I have come to a reckoning when it comes to dry practice. I now dry practice a very certain way and I teach my students to practice this way. I've found it helpful and my students have found it helpful.
All trainers have opinions and if you don't agree with mine, I'm quite fine with that. I'm not the best shooter in the world, but I'm not bad. I'm also pretty good at helping others to become better shooters. If you require either GM ranking or 100 confirmed kills as credentials before you listen to what I have to say, then move along because I possess neither.
If you are staging the trigger during dry practice, you're screwing yourself. An exaggeratedly slow trigger press almost never increases your chance of getting a hit. In fact, what it does is significantly contributes to the anticipation that leads to jerking the trigger. You all know what that looks like; for right-handed shooters it tends to manifest itself as hits low left. You are better off pressing the trigger straight through decisively, regardless of trigger characteristics. This short-circuits mental agony which helps mitigate jerking the trigger due to anticipation.
If you aren't achieving a full firing grip during dry practice, you're screwing yourself. You know the gun isn't going to recoil, so you hold the gun like a dead fish. However, your hands interact with each other and with the gun differently when your full firing grip is achieved. It's tempting to shortcut your support hand grip during dry practice because with striker-fired guns you continuously remove it to reset the trigger via the slide. Don't do it. Pivot those knuckles like a hinge and drive the base of the palm of your support hand into the grip to provide tight, full 360 degree coverage.
If you persist in using "just the tip" of your trigger finger because you were trained that way, you're screwing yourself. If you're reading this you've likely taken formal training and you've likely been told to use just the tip of your finger on the trigger. I'm telling you to use how much ever finger you need to minimize movement of the gun. This requires experimentation. You may only need just the tip of your finger. You may need to jam your whole finger in up to the second knuckle. You need to figure it out, and now is the time. You'll know when it's right, because the sights won't move.
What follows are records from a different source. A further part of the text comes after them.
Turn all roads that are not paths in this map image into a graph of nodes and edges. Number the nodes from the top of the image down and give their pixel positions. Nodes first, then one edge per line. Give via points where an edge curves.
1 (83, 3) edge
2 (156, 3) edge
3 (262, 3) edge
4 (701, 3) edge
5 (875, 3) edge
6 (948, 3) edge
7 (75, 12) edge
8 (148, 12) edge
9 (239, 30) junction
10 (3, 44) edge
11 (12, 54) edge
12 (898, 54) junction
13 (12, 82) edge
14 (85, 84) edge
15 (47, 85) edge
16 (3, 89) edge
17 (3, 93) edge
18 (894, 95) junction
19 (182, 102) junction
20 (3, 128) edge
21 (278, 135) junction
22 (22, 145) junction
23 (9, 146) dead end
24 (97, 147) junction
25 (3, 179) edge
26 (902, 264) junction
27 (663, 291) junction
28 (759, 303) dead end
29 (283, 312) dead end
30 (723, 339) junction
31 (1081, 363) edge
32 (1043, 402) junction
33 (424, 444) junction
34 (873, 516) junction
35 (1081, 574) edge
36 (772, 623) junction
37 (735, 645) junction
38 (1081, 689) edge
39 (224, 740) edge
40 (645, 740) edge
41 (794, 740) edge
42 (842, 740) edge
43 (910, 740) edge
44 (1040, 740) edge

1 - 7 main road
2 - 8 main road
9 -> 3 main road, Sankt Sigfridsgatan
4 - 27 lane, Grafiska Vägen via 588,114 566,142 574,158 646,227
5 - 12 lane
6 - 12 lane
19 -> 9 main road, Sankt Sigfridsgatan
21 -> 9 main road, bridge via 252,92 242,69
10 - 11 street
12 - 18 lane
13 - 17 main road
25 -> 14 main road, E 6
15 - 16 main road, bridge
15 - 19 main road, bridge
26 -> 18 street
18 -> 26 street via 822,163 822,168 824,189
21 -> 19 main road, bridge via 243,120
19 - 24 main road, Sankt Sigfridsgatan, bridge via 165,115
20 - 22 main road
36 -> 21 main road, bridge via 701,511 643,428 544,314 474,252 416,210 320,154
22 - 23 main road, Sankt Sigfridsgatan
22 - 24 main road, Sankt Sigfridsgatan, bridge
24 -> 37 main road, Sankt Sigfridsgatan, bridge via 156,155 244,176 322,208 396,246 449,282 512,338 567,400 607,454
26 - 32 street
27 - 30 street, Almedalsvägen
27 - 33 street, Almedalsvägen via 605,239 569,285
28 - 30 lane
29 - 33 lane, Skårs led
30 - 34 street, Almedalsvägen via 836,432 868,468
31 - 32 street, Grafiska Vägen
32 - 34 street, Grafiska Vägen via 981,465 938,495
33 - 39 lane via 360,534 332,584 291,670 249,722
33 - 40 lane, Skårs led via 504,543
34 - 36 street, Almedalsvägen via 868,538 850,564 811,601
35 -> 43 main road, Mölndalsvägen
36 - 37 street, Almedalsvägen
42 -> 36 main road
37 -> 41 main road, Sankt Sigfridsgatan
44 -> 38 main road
If you are worried about trying to simulate "catching the link" during dry practice, you're screwing yourself. BANG-CLICK is something I wish I could purge instantly from my students, but instead I need to rely upon 3,000 to 5,000 repetitions. Such is life. If you've been trained to "catch the link" (press the trigger, hold it to the rear, gun cycles, sights back on target, let the trigger out to reset point, press the trigger again) you've been taught a technique that isn't particularly helpful. You're far better off simply relaxing your trigger finger during the recoil of the gun and being ready to fire that next shot when the sights fall back down on target. So with all that said, quit trying to simulate catching the link during dry practice. It's not doing anything useful.
If you think lots of live fire means you can skip dry practice, you're screwing yourself. Dry practice allows you to look at things differently than live fire. If you have a mentality that you "shoot all the time" therefore you don't need to dry practice, you're depriving yourself of a very simple and effective methodology for improvement. Don't view dry practice as something to do only when you can't get to the range.
Obviously the focus of the above is narrowed down to practicing the perfect trigger press with a normal two handed grip. SHO and WHO practice has some additional nuance. Ultimately, the goal of dry practice should be to develop a perfect trigger press and to work on techniques which don't require live rounds to go down range. Focusing on developing the perfect trigger press requires you to move the trigger to the rear while keeping three axis stability of the boreline. Through combination of strong support hand grip, an understanding of the subtle interaction of support hand and master grip, trigger finger positioning in relation to the trigger face, and authoritative but controlled trigger movement, you will be able to achieve the goal of pressing the trigger without having your sights appreciably move.
If you hate this post and think I should die, I'm fine with that. I would suggest giving what I said a try first, though. Anyway, you didn't have to pay me for these big secrets, so what do you have to lose?